In the past few years, a discussion has been ongoing in both the research community and the media as to whether exposure to radiowaves from the use of mobile phones has an impact on the incidence of brain tumours in the general population. Ever since the introduction of mobile phones in the 1980s, their use has increased dramatically and has now spread to almost all parts of the world. According to the International Telecommunication Union, there were nearly 7 billion mobile phone subscriptions globally in 2014. Because this distribution is so widespread, there is a great need to investigate possible impacts on health. In 2011, the International Agency for Research on Cancer (IARC) gathered experts in the field to form a working group for discussion of the outcomes of relevant studies. The decision was made to classify mobile phones as “possibly carcinogenic to humans” mainly based on indications of an elevated risk of gliomas, a kind of brain tumour.
Sweden is one of the countries where mobile phone use blossomed early on, for which reason incidence trends based on Swedish registries are of pertinent interest in the puzzle of knowledge that needs to be put together to form a solid foundation for risk assessments. However, it is important to keep in mind that this kind of analysis can never prove the lack of, nor the existence of, a correlation. Incidence trends can be influenced by a wide range of factors, apart from direct registry factors (changed coding practice, and the like), in addition to environmental factors and changed lifestyle patterns; other possible aspects are not only protective factors, but also risk factors whose strength is variable over time. Another aspect that should be considered is that some illnesses are characterised by a long latency period. Consequently, they may not manifest themselves until many years after an exposure situation. Nonetheless, it is reasonable to assume that a strong link between radiowave exposure and brain tumour development would have a clear impact on incidence trends within a period of 15 years following large-scale implementation of mobile telephony.

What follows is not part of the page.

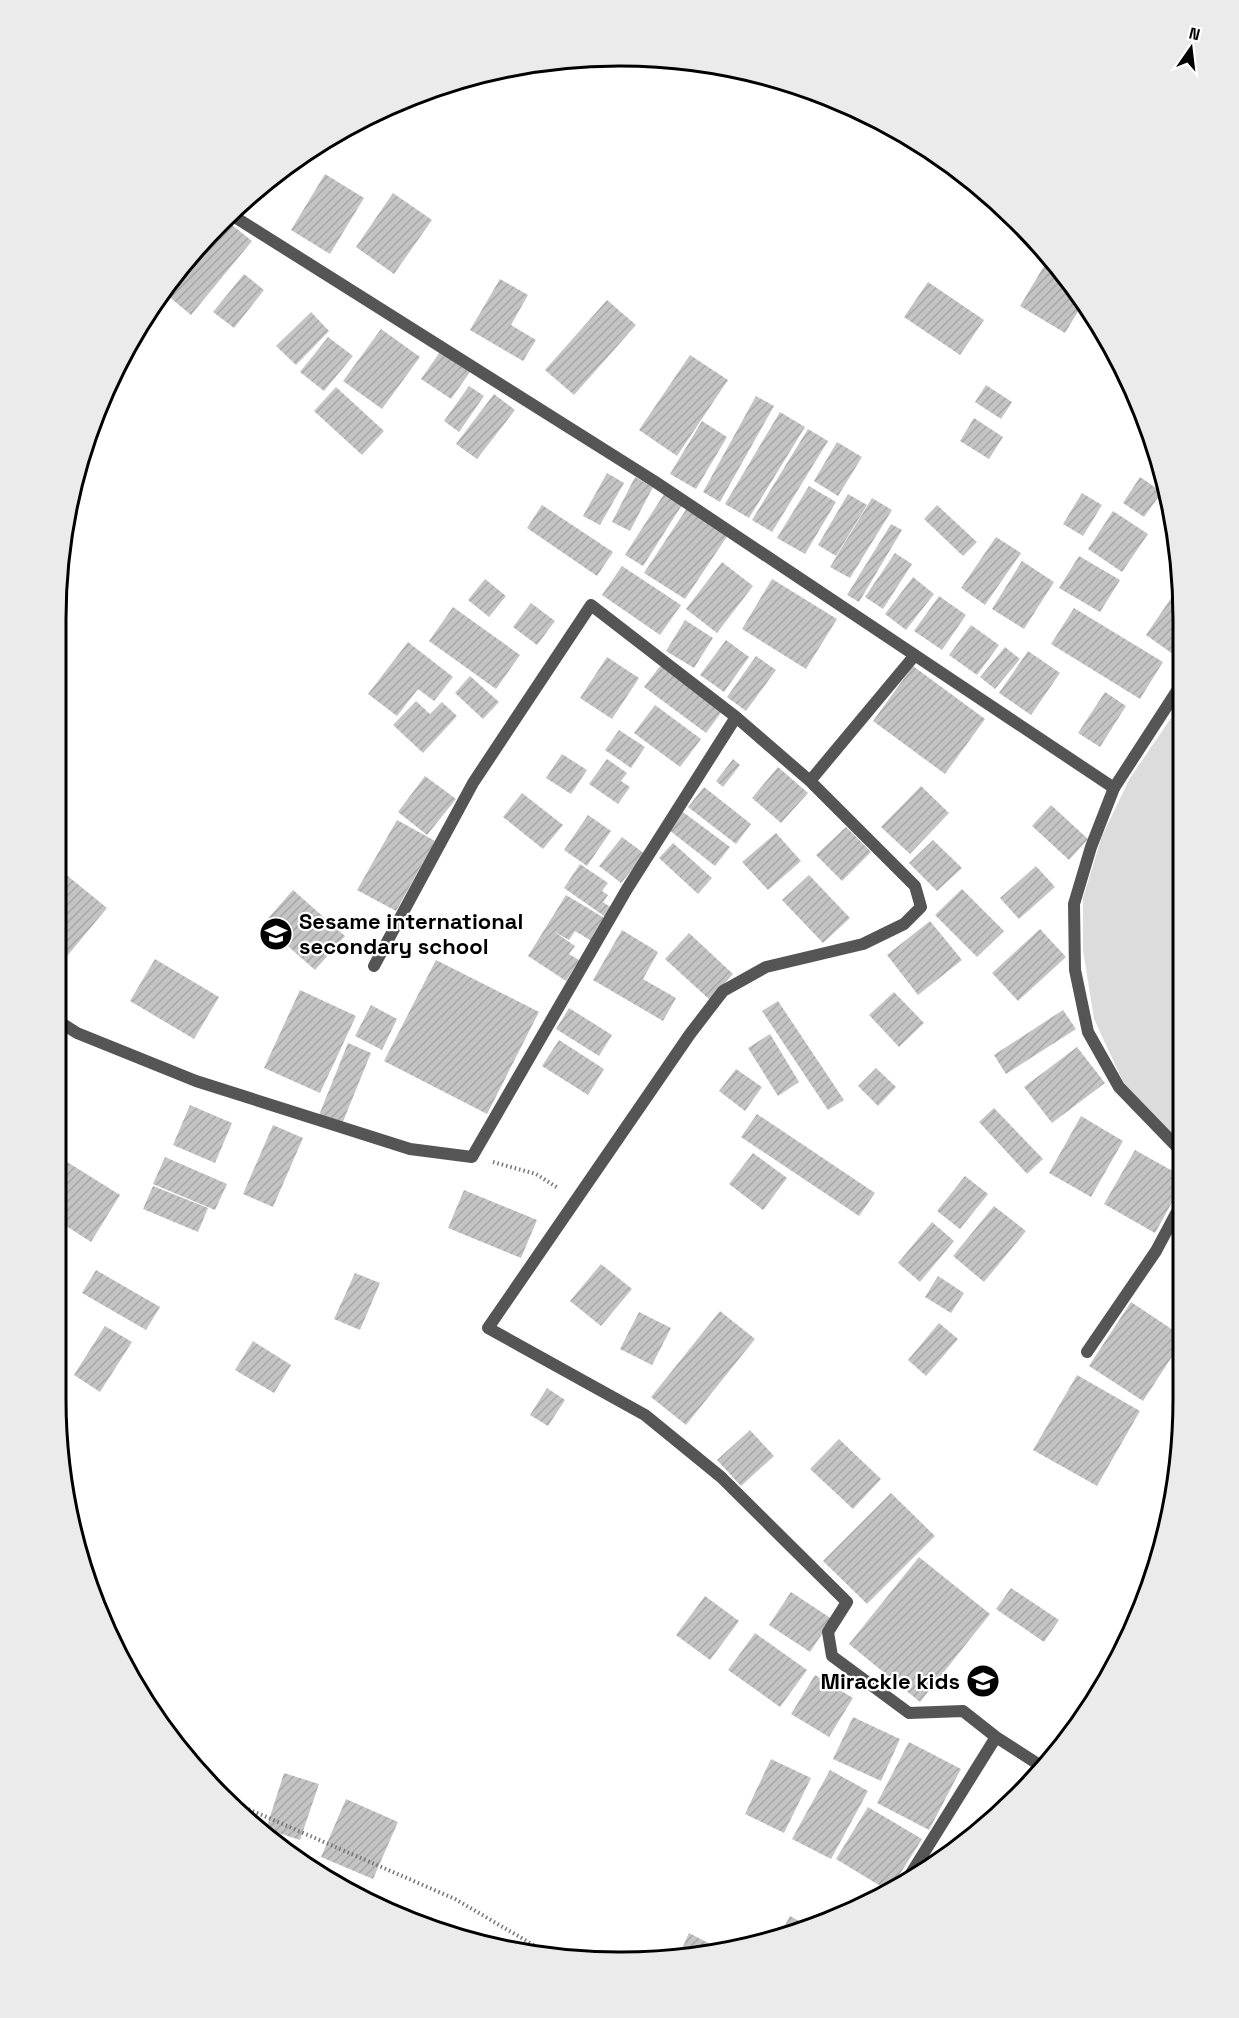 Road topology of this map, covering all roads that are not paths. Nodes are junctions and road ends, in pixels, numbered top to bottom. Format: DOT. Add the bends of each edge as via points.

This project initially compiled data from the Swedish Cancer Registry for the purpose of identifying all brain tumour diagnoses made between the years 1980 and 2013, and subsequently estimating the incidences of the brain tumour types of low-grade gliomas, high-grade gliomas, and meningiomas during this period. Also, via Statistics Sweden (SCB), data was collected on these patients’ incomes in order to analyse a possible correlation between income and incidence. It transpired that there was a time lag in the statistics that risked causing substantial underestimation of the number of identified cases in 2013. The findings from the entire period have been taken into account in this report, though the presentation of incidence trend parameters has consequently been limited to the period 1980-2012. In total during the period 1980-2012, 30,255 primary brain tumours were identified on the part of 30,142 patients.
In the case of the meningioma tumours, there was an increased incidence in the age group 0-74. Patients over 75 years of age showed a decrease in the annual incidence. The overall conclusion, based on all the age groups, was that no signicant incidence trend was observed for meningiomas.
The researchers observed a slight decrease in the annual incidence of highgrade brain tumours among patients in the age group 0-39 years, and an increase in the age group 60-74 years of age (p=0.029). On the whole, highgrade brain tumours showed no overall incidence trend.
The outcomes demonstrated a statistically significant decrease in the annual incidence of low-grade gliomas during the period 1980-2012. In terms of age group classification, this significant decrease in low-grade glioma incidence was observed in all age groups above the age of 39. However, these findings should be interpreted cautiously. It is clear that the outcomes largely depend on selecting where the survey begins and ends. Nonetheless, there does not seem to be any long term, upward trend.
No clear difference could be discerned between males and females in terms of incidence trends for all the types of tumours, with the exception of low-grade gliomas (p=0.001). The outcomes from the incidence’s dependency on income are irregular, or rapidly variable, on the part of higher incomes. This indicates an all too low statistical volume and provides no information about possible correlations.
Overall, there was no clear increase in the annual incidence of the studied tumour types from the years 1980-2012, a period of time during which mobile phone use increased sharply. Nevertheless, it should be noted that this study did not investigate a specific correlation between mobile phone use and brain tumour incidence. Many factors have an influence on the development of brain tumours.
All the same, the observation has been made that the presented findings do not provide evidence that any environmental factor encompassing a large proportion of the population (for instance, mobile phone use) has had a material impact on the risk of development of brain tumours between 1980 and 2012.
The present report provides support for the previous assessment made by the Swedish Radiation Safety Authority: Exposure to radiowaves while using mobile phones does not pose any significant risks leading to brain tumours. The recommendation to observe precautions by using hands-free equipment during mobile phone calls nevertheless remains in effect, mainly due to longterm uncertainties and indications of biological effects in animal studies.
Need for further research
As this study has only had access to a somewhat complete body of data up to and including 2012, it is strongly recommended to carry out an update. It would be appropriate to launch this kind of study in 2021, with an analysis of statistics up to and including 2017.